1. A high-temperature sintering furnace CVD dosing system, characterized in that, It includes a medicine delivery pipe (1), a medicine injection pipe (2), a nitrogen injection pipe (3), a medicine spraying pipe (4), and a nitrogen cooling jacket (5), wherein: The chemical delivery pipe (1) is located outside the furnace (14), and CVD chemical solution is introduced into the chemical delivery pipe (1); One end of the chemical injection pipe (2) is connected to the chemical delivery pipe (1), and the other end of the chemical injection pipe (2) extends into the furnace (14) and is connected to the chemical spray pipe (4); The nitrogen injection pipe (3) is connected to the chemical injection pipe (2) outside the furnace (14), and the nitrogen injection pipe (3) is used to mix nitrogen into the CVD chemical solution; The chemical spray pipe (4) is located above the material (15) in the furnace (14). The chemical spray pipe (4) is used to spray the CVD chemical solution onto the surface of the material (15) and diffuse it into the furnace (14) after it is vaporized at high temperature. The nitrogen cooling sleeve (5) is sleeved outside the chemical injection pipe (2) and extends from outside the furnace (14) into the furnace (14). The nitrogen cooling sleeve (5) is used to blow nitrogen onto the surface of the chemical injection pipe (2).

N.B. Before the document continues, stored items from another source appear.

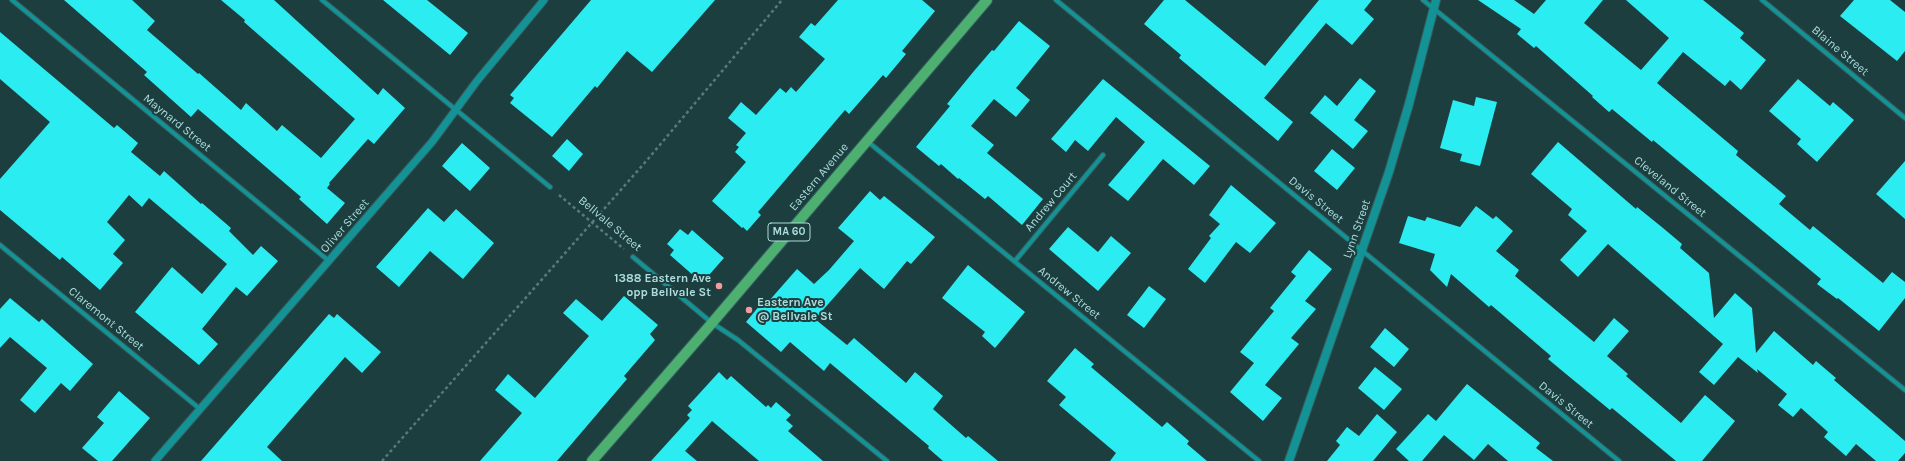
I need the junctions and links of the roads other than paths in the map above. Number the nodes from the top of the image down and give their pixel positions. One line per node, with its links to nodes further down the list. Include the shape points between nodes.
1 (12, 0): 18 (street, Maynard Street)
2 (322, 0): 10 (street)
3 (544, 0): 10 (street, Oliver Street)
4 (988, 0): 12 (main road, Eastern Avenue / MA 60)
5 (1056, 0): 16 (street, Davis Street)
6 (1423, 0): 9 (street, Cleveland Street)
7 (1436, 0): 9 (main road, Lynn Street)
8 (1762, 0): 11 (street, Blaine Street)
9 (1434, 8): 16 (main road, Lynn Street, via 1409,104); 21 (street, Cleveland Street)
10 (456, 110): 14 (street); 18 (street, Oliver Street, via 432,142)
11 (1905, 118)
12 (866, 141): 19 (street, Andrew Street); 20 (main road, Eastern Avenue / MA 60)
13 (1103, 156): 19 (street, Andrew Court)
14 (550, 187)
15 (0, 245): 22 (street, Claremont Street)
16 (1362, 251): 27 (main road, Lynn Street); 28 (street, Davis Street)
17 (633, 257): 20 (street, Bellvale Street)
18 (330, 261): 22 (street, Oliver Street)
19 (1015, 261): 26 (street, Andrew Street)
20 (712, 323): 24 (main road, Eastern Avenue / MA 60); 25 (street, Bellvale Street, via 738,340)
21 (1905, 390)
22 (200, 409): 23 (street, Oliver Street)
23 (155, 461)
24 (592, 461)
25 (887, 461)
26 (1259, 461)
27 (1289, 461)
28 (1619, 461)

2. The high-temperature sintering furnace CVD dosing system according to claim 1, characterized in that, Multiple medicine injection pipes (2) are provided. A nitrogen branch pipe (6) is provided on each medicine injection pipe (2) corresponding to each medicine injection pipe (2). A peristaltic pump (7) is provided on each medicine injection pipe (2). The inlet end of the peristaltic pump (7) is connected to the medicine delivery pipe (1), and a ball valve (8) is provided at the inlet end. The outlet end of the peristaltic pump (7) is connected to the nitrogen branch pipe (6), and a one-way valve (9) is provided at the outlet end.

3. The high-temperature sintering furnace CVD dosing system according to claim 1, characterized in that, The chemical delivery pipe (1) is equipped with a first flow meter (10) for calculating the input amount of the CVD chemical.

4. The high-temperature sintering furnace CVD dosing system according to claim 1, characterized in that, A solenoid valve (11) is installed on the medicine delivery pipe (1).

5. The high-temperature sintering furnace CVD dosing system according to claim 1, characterized in that, The nitrogen injection pipe (3) is equipped with a second flow meter (12) for calculating the amount of nitrogen input.

6. The high-temperature sintering furnace CVD dosing system according to claim 1, characterized in that, The medicine delivery pipe (1) extends from one side of the furnace (14) to the top of the furnace (14), and the medicine delivery pipe (1) is connected to the medicine tank.

7. The high-temperature sintering furnace CVD dosing system according to claim 1, characterized in that, The chemical spray pipe (4) is arranged horizontally between the heating element (16) and the material (15) in the furnace (14), and the chemical spray pipe (4) is provided with multiple spray nozzles (13).